Os números dos despedimentos no sector têm-se avolumado todos os anos. Em 2014, por exemplo, a RTP negociou a saída voluntária dos quadros da empresa de quase 300 trabalhadores. E a profunda reestruturação feita na Controlinveste após a entrada de António Mosquito e Luis Montez na estrutura acionista da empresa originou o despedimento de cerca de 180 pessoas. Este foi, aliás, o segundo despedimento coletivo que o grupo que detém o "DN", o "JN" e a TSF sofreu em cinco anos: em 2009 a administração da empresa, então ainda presidida por Joaquim Oliveira, tinha já avançado com o despedimento de 122 trabalhadores. E um ano depois encerrou o jornal "24horas".
Desde 2009, de resto, a recolha feita pelo Expresso encontra múltiplas exceções à máxima que diz que o jornalista não deve ser notícia. Tem sido. E com inusitada frequência. Entre encerramentos de meios, despedimentos coletivos e lay-off, foram já noticiados mais de 1200 despedimentos em órgãos de comunicação social. Além dos grupos já citados, foram também notícia os encerramentos de revistas da Impala, da Motorpress, da Cofina, da Impresa e de vários meios regionais, o fecho do Rádio Clube e despedimentos em títulos como o "Diário Económico", o "Público", o "Sol" ou o "Record".

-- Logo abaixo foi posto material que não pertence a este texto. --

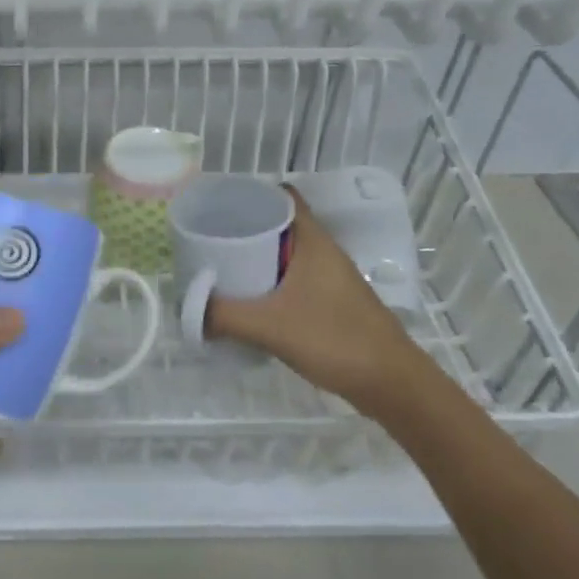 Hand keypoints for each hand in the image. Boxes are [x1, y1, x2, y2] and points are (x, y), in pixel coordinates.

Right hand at [207, 188, 431, 420]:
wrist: (390, 383)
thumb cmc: (334, 339)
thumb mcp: (269, 326)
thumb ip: (224, 316)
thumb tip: (188, 311)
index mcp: (313, 241)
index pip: (283, 197)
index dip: (252, 195)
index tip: (219, 206)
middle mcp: (323, 252)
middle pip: (280, 225)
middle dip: (245, 229)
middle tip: (209, 240)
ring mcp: (329, 278)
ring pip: (286, 255)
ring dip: (257, 259)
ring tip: (221, 269)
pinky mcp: (331, 302)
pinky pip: (293, 279)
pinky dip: (270, 282)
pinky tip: (249, 301) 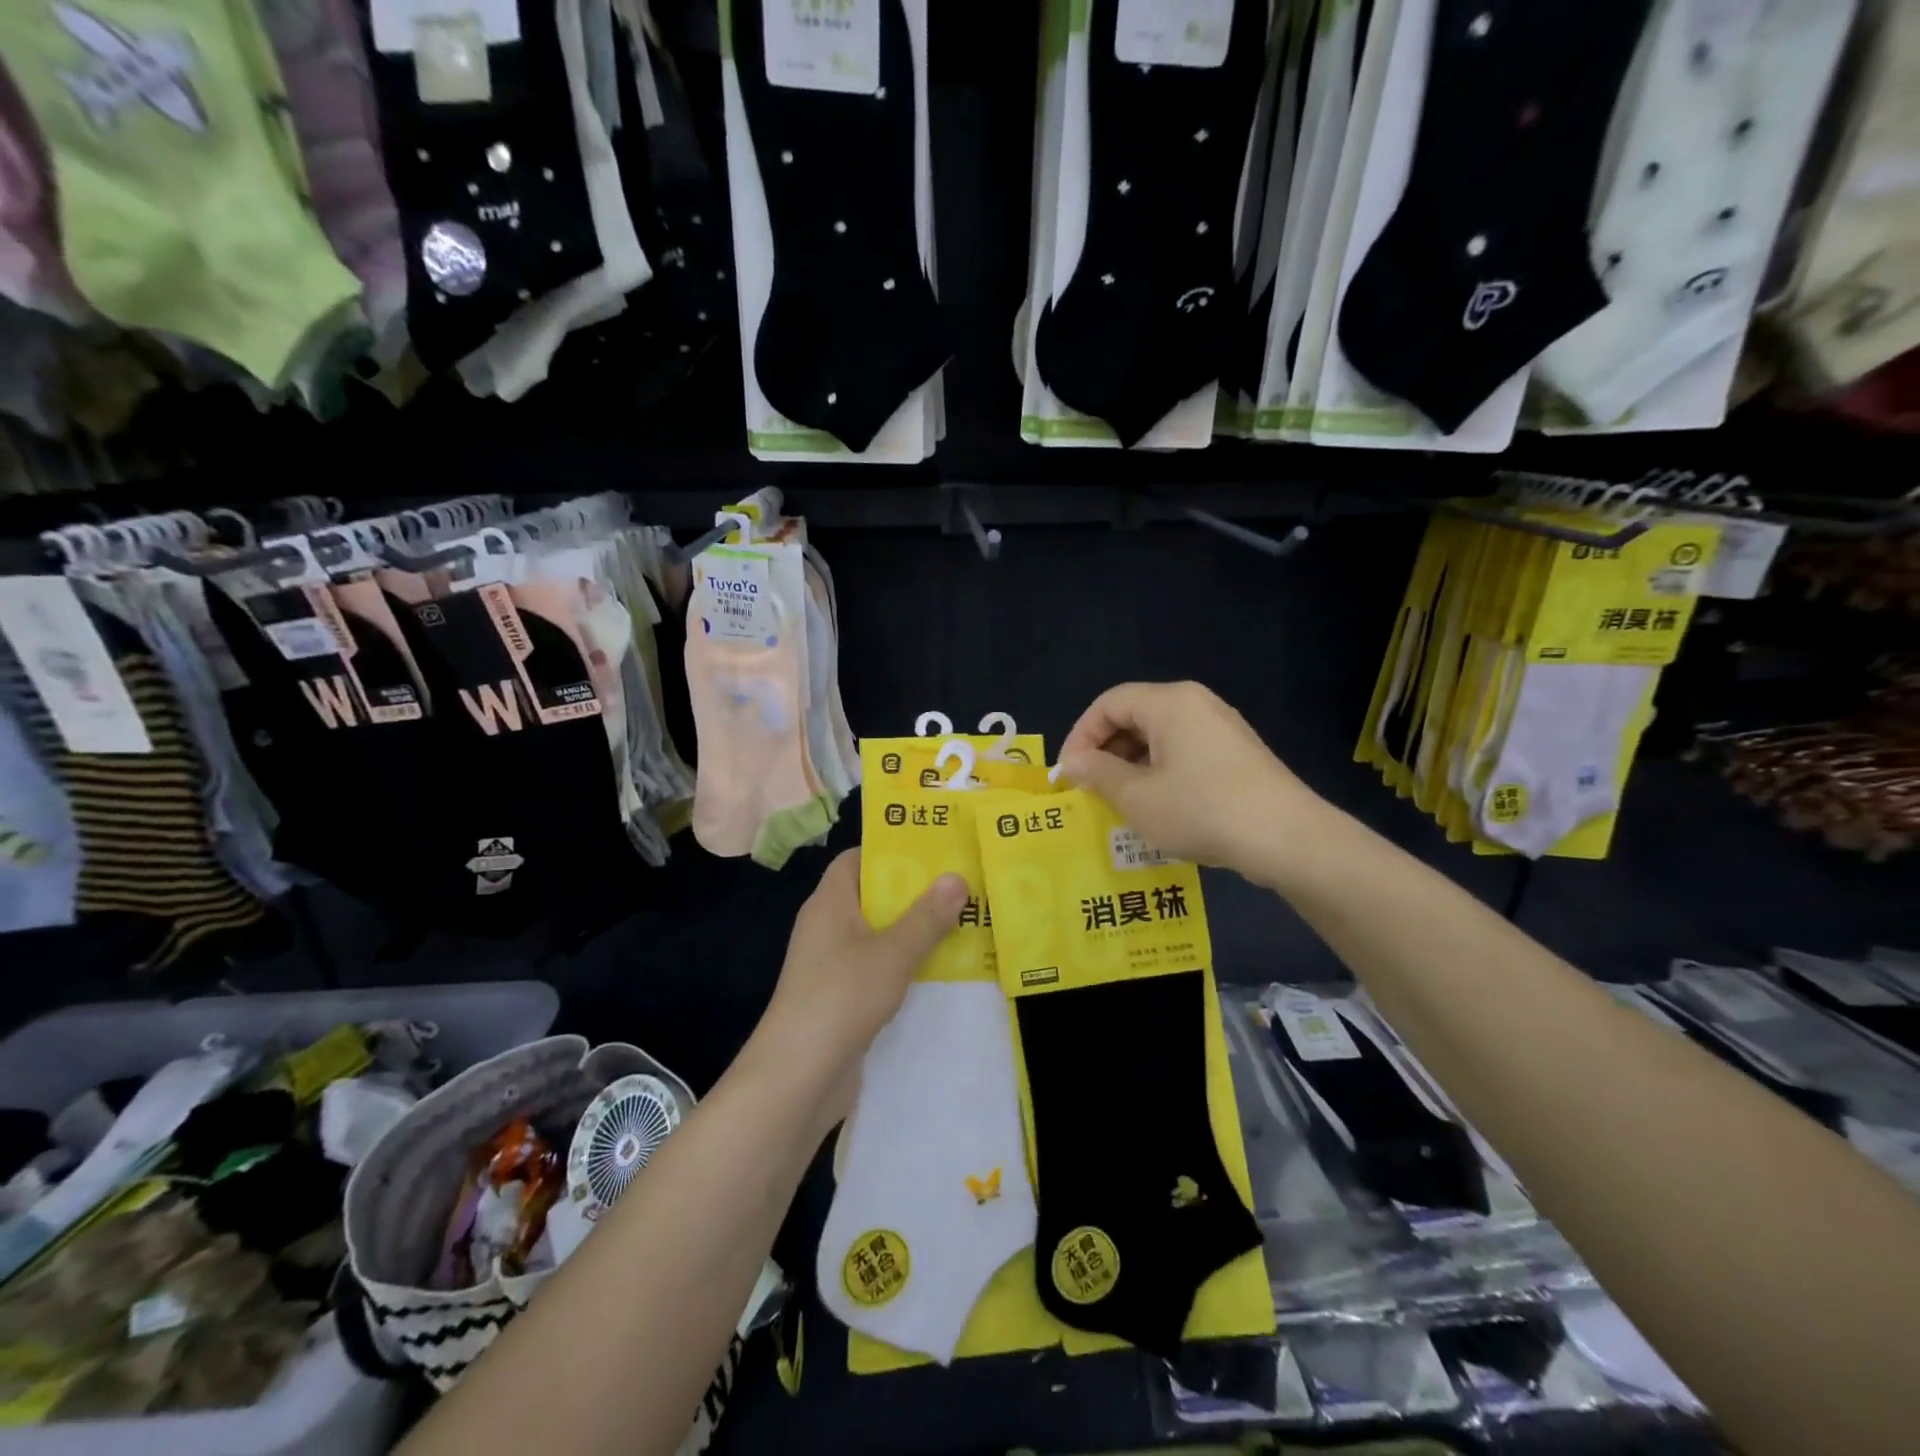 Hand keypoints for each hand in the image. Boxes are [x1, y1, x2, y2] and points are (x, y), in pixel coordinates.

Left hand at [751, 850, 966, 1120]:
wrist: (798, 1077)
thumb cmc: (841, 998)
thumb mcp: (892, 953)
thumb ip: (926, 917)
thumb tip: (956, 877)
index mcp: (830, 903)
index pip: (855, 859)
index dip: (890, 851)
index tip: (933, 851)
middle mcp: (828, 927)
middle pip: (872, 896)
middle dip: (915, 893)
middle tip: (962, 886)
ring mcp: (833, 965)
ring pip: (880, 935)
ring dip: (916, 932)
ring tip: (965, 923)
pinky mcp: (842, 998)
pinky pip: (879, 968)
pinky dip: (907, 965)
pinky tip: (943, 971)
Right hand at [1058, 681, 1322, 877]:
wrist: (1286, 838)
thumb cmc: (1201, 810)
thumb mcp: (1137, 797)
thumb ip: (1098, 774)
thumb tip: (1074, 763)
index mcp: (1169, 702)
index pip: (1108, 703)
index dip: (1081, 736)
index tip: (1068, 774)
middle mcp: (1196, 704)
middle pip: (1135, 716)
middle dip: (1105, 751)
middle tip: (1090, 789)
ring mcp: (1221, 728)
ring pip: (1160, 737)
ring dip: (1131, 766)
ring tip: (1118, 803)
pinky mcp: (1237, 754)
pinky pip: (1184, 752)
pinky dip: (1160, 773)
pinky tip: (1157, 808)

Queda abrupta do mercado publicitário
Na origem destas notícias, um denominador comum: a quebra de receitas e a necessidade de cortar custos para tentar viabilizar projetos que atravessam uma espécie de tempestade perfeita. Porque à crise económica do país somou-se a quebra abrupta do mercado publicitário do sector (que se reduziu em quase 50% em 10 anos) e a mudança acentuada nos hábitos de consumo de media.

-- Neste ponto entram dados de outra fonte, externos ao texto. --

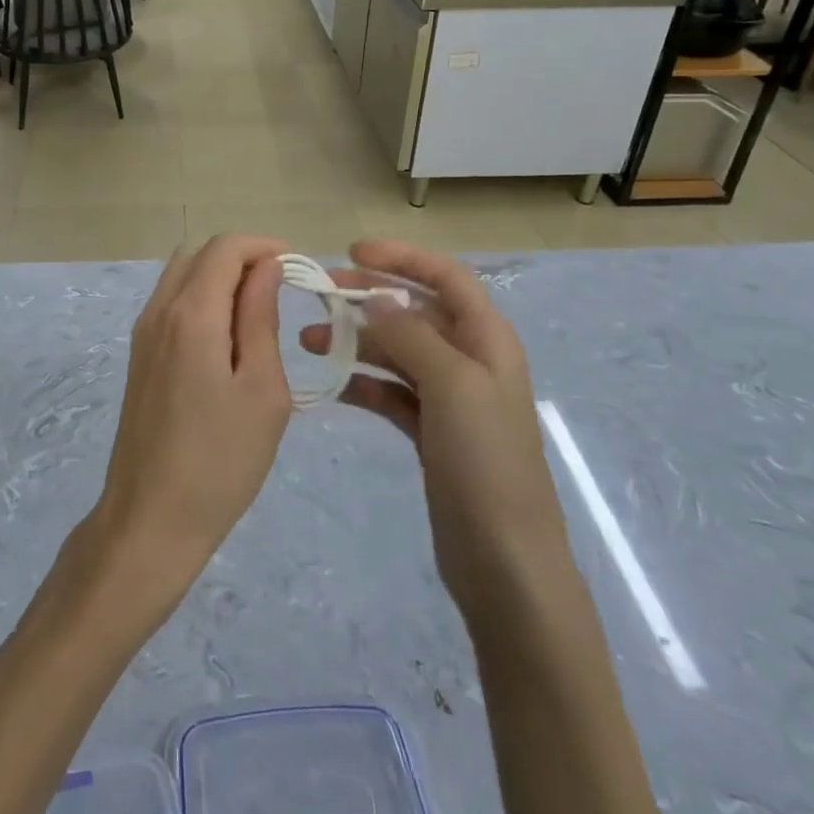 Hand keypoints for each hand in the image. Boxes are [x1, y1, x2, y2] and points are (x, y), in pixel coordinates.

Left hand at [88, 235, 292, 603]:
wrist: (151, 518)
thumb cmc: (220, 459)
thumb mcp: (262, 389)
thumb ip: (261, 318)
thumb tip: (266, 267)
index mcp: (191, 314)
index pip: (225, 248)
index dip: (264, 246)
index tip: (299, 268)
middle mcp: (159, 311)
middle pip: (200, 254)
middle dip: (243, 258)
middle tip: (283, 290)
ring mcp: (143, 333)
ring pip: (182, 275)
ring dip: (221, 277)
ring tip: (259, 313)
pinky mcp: (139, 355)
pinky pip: (171, 303)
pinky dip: (202, 299)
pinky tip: (228, 338)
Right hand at [301, 240, 563, 600]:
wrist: (504, 561)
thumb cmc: (485, 462)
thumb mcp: (452, 385)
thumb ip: (412, 335)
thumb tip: (374, 298)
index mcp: (487, 339)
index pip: (445, 277)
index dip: (402, 257)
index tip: (352, 253)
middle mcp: (470, 359)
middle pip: (415, 310)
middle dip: (368, 297)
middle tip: (319, 294)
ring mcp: (449, 398)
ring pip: (397, 351)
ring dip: (356, 341)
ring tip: (308, 343)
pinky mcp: (431, 432)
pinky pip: (390, 392)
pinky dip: (362, 383)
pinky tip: (331, 386)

O anúncio do despedimento de dois terços dos trabalhadores do "Sol" e do "i" foi feito num plenário realizado esta manhã, onde foi confirmada a intenção da família Madaleno, de Álvaro Sobrinho, de deixar de ser acionista dos dois projetos.
Mário Ramires, administrador da Newshold - e interlocutor dos trabalhadores no plenário de hoje - deverá manter-se como líder da futura estrutura acionista dos dois jornais. Mas a manutenção de ambos os títulos vai implicar uma forte reestruturação, a começar pelo despedimento de mais de 100 trabalhadores das atuais empresas do universo de media da Newshold.
Segundo as informações recolhidas pelo Expresso, a administração anunciou que deveria começar ainda hoje a chamar os trabalhadores selecionados para rescindirem contrato. Mário Ramires terá assumido ainda o compromisso de garantir indemnização a todos os funcionários que se voluntariem para negociar a rescisão.
Além destes despedimentos, a reestruturação vai ainda implicar cortes salariais nos trabalhadores que transitem para a próxima fase da empresa. No caso dos diretores, esses cortes podem atingir 50% do vencimento atual. Regalias como os telemóveis até agora pagos pela empresa também serão cortados.
Até ao momento não foi possível contactar a administração da Newshold para confirmar estas informações e saber mais pormenores sobre o futuro do "Sol" e do "i".
Recorde-se que na origem da decisão da família Madaleno de desinvestir na área dos media em Portugal terá estado a constatação de que dificilmente seria possível garantir a sustentabilidade financeira de dois jornais que no ano passado geraram um resultado negativo conjunto na ordem dos 8 milhões de euros.
Um diário de sobressaltos
Lançado em maio de 2009 pelo grupo Lena, o diário "i" tem tido uma vida marcada por sucessivas mudanças de propriedade e de direção editorial: em pouco mais de seis anos de vida, o jornal já teve quatro proprietários e sete direções (fora as interinas).
Menos de um ano após o lançamento, e numa altura em que o "i" vendia uma média de mais 9 mil exemplares por edição, o grupo de Leiria - que detinha também vários meios regionais - decidiu desinvestir na área dos media e colocar o diário à venda.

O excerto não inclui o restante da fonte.